━━━━━ ENTRIES SUPPLIED ━━━━━
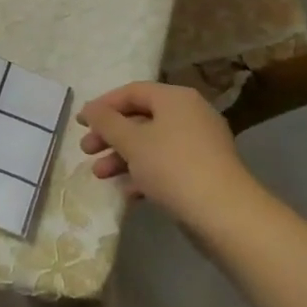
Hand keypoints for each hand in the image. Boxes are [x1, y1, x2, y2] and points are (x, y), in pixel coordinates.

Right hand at [78, 81, 255, 225]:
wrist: (225, 214)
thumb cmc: (173, 167)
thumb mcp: (132, 141)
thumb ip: (107, 122)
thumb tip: (90, 108)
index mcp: (175, 98)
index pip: (132, 91)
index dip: (103, 105)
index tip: (81, 123)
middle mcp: (190, 114)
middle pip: (140, 118)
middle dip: (110, 135)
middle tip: (86, 150)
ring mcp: (199, 144)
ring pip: (151, 143)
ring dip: (123, 157)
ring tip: (100, 175)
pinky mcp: (203, 172)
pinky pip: (166, 165)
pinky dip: (144, 174)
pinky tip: (127, 192)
━━━━━
PROBLEM DETAILS
All that is needed is the exact run of lines from the start of the material above through the one containing "pinky pip: (166, 165)", pictures left out.

THE COMPLETED TASK
Hand keypoints for each hand in the image. Boxes are [x1, y1, x2, y2] and points are (x, y), in pixel coordinates.

Right hand at [78, 81, 255, 225]:
wrist: (225, 214)
thumb cmc: (173, 167)
thumb mcp: (132, 141)
thumb ip: (107, 122)
thumb tip: (90, 108)
index mcp: (175, 98)
index pip: (132, 91)
index dip: (103, 105)
index tip: (81, 123)
middle mcp: (190, 114)
middle pip: (140, 118)
middle dip: (110, 135)
middle tip: (86, 150)
ring mcp: (199, 144)
ring pip: (151, 143)
ring dip: (123, 157)
ring tip: (100, 175)
pinky mcp: (203, 172)
pinky pip: (166, 165)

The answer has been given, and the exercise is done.